Поглядываю я на Алексея - как он это принимает. Опасаюсь, не посмеялся бы над стариком, но Алёшины острые глаза смотрят строго и серьёзно, губы плотно сжаты, и всё лицо - как топор. Холодно, со скрытой и сейчас готовой зазвенеть насмешкой льётся высокий голос старика.

- Мужик-то я был ничего, приятный, здоровый, женщину привлечь особых трудов не испытывал, ну, а сдаётся она - тут и пошёл дому развал! Зол был человек, уподобихся неясыти пустынному! Бивали меня, конечно, ногу вот капканом пересекло, потом в больнице отрезали её...

Алёша тихонько говорит из своего угла:

- А однако, видно же, и потерпел ты на веку своём!

Старик, прищурясь, посмотрел в его сторону и отозвался:

- Да, не пожелаю никому, даже и недругу...

И с той поры они стали смотреть друг на друга поласковее.

Однажды в праздник сидели мы под вечер полной компанией на любимом нашем месте у реки, над заводью, где вода, подобно ревнивой любовнице, жадно и настойчиво подмывает берег, кружится и течёт, как бы сама против себя, обнажая корни лип, осин и берёз.

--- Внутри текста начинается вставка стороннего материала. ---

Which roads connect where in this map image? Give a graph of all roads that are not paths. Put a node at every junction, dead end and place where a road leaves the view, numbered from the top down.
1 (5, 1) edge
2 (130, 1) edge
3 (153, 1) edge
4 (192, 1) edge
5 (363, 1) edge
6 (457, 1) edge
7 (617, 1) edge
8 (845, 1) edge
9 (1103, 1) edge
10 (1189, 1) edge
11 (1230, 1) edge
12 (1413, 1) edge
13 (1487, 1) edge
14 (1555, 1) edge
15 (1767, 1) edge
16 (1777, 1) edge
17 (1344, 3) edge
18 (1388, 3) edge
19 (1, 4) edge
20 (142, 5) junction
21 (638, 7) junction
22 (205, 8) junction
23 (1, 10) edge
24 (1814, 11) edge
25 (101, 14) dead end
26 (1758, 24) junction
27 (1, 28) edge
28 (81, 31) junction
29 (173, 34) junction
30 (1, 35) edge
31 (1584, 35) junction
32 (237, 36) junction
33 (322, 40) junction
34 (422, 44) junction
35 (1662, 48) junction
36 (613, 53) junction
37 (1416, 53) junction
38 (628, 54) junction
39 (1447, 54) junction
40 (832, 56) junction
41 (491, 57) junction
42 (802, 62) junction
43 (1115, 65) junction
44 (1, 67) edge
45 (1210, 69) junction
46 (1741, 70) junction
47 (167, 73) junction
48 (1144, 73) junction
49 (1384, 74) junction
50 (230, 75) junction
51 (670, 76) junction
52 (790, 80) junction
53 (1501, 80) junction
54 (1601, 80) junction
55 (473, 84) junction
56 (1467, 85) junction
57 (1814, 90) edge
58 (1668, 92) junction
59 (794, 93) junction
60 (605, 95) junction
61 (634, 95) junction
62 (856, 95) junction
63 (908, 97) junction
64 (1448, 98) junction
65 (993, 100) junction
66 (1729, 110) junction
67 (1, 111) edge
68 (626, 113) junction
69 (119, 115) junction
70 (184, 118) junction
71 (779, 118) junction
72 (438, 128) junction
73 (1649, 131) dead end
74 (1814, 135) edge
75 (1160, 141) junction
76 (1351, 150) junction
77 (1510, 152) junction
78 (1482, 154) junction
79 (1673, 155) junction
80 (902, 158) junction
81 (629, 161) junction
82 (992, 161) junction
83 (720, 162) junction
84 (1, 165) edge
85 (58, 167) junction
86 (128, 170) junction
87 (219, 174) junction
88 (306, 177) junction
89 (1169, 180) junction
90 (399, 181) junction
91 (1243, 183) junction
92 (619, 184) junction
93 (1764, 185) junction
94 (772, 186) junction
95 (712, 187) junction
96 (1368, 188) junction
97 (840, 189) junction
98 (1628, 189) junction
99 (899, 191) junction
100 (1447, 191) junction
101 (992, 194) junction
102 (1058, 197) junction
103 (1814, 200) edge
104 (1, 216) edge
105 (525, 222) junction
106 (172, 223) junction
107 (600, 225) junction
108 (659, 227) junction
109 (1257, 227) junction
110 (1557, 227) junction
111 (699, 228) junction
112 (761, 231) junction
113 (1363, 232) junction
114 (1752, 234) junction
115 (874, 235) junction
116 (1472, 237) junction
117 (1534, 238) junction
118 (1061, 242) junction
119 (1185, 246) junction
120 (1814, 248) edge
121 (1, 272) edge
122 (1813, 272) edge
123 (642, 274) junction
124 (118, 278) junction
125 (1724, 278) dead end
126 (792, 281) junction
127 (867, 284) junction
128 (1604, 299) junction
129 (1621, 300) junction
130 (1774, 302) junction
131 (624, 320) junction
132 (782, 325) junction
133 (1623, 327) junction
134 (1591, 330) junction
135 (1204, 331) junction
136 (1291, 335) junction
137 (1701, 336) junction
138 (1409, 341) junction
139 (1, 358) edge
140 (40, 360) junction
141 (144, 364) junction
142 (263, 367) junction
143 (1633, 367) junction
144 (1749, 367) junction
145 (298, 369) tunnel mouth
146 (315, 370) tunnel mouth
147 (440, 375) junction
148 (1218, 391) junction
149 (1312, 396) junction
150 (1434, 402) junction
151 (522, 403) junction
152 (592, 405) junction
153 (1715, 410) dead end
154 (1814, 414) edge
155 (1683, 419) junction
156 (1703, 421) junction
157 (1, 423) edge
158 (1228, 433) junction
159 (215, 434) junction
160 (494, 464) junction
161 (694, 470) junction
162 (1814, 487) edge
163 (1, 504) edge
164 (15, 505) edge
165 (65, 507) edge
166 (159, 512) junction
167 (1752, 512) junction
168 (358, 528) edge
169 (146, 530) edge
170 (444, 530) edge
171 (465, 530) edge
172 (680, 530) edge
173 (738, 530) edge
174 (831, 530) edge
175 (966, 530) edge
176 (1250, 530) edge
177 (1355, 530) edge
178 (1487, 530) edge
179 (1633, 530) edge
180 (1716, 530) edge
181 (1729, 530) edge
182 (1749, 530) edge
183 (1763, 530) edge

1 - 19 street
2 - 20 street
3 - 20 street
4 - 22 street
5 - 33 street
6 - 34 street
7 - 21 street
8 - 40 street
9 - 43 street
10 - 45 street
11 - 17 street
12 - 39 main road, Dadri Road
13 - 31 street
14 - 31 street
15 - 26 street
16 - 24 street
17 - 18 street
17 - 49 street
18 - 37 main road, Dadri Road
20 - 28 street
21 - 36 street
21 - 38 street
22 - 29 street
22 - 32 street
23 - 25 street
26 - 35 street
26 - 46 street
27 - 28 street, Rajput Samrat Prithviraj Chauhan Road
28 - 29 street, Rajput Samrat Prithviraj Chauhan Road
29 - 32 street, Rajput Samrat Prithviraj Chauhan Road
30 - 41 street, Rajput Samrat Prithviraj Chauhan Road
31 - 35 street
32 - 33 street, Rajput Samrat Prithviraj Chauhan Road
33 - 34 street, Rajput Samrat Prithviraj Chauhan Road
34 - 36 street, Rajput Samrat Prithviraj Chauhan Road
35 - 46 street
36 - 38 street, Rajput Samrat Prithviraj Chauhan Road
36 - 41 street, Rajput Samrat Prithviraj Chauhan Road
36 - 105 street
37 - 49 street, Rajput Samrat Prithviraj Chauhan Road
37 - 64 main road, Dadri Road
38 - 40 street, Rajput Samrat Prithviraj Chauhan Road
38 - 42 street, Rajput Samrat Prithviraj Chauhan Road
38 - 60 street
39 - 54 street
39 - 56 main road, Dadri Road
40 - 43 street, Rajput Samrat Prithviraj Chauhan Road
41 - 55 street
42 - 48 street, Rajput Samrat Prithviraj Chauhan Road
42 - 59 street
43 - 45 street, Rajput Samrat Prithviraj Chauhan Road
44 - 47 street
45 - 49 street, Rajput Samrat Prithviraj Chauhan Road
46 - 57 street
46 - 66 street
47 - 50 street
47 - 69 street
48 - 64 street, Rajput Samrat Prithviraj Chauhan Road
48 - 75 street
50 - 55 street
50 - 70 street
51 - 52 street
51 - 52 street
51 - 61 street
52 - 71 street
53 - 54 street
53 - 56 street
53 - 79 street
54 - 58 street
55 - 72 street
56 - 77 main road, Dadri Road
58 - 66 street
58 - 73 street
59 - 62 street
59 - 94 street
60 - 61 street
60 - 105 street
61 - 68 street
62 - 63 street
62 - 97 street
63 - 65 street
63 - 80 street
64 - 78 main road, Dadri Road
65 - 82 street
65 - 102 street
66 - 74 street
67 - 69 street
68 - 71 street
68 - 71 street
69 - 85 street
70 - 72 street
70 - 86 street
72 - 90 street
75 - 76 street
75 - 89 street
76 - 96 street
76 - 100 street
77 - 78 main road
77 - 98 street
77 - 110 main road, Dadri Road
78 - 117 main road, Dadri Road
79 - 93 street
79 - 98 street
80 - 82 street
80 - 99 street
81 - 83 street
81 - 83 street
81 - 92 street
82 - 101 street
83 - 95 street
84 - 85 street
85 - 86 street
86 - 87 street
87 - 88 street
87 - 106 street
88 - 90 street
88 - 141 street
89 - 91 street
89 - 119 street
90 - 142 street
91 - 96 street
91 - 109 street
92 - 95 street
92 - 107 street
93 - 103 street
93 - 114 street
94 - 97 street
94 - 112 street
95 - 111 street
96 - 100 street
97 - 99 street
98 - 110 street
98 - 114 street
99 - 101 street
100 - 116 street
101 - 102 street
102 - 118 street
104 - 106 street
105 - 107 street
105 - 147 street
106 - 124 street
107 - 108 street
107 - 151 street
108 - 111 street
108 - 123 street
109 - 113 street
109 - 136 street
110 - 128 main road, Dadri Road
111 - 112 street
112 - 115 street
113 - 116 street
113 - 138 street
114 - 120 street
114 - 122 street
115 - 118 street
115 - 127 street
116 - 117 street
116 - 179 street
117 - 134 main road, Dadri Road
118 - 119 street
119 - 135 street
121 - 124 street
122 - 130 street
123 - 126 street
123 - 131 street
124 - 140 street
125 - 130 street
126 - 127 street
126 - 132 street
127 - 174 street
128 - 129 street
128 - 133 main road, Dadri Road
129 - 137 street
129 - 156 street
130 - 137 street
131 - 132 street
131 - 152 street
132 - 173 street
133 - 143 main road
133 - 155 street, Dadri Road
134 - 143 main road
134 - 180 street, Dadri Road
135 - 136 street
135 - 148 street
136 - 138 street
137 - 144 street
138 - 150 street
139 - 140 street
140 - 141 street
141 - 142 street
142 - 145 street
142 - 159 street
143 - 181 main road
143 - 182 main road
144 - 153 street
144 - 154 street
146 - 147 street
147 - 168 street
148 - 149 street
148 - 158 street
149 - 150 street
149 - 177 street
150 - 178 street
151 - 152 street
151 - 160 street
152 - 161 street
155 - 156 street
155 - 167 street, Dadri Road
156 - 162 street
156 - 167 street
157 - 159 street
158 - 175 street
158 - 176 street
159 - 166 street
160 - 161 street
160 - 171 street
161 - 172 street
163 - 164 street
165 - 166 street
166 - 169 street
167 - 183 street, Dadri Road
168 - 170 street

Место это тем для нас хорошо, что с него видно деревню, все дороги за рекой, так что мы сразу замечаем, кто куда идёт. И если покажется нам что-нибудь неладное, за нами - лес, перед нами - брод.

Собрались поговорить о Гнедом: больше месяца после собрания в землянке прошло, и всё не пил солдат, а в последнее воскресенье хватил горькой слезы и устроил скандал: пошёл по улице, как бездомный храбрый пёс, изругал Скорнякова, Астахова, и отвезли его в волость под арест.

Было это так: в полдень после обеда вышел я с Алёшей на улицу - надо было нам Кузина повидать, он в город собирался идти - вдруг слышим трубный голос нашего приятеля:

- Эй! Скорняков! Где ты, уважамай? Вышел бы на улицу-то, показал бы миру бесстыжие свои зенки, мироед! Али и ты, грабитель, стыд имеешь, боишься, видно, людей-то, снохарь?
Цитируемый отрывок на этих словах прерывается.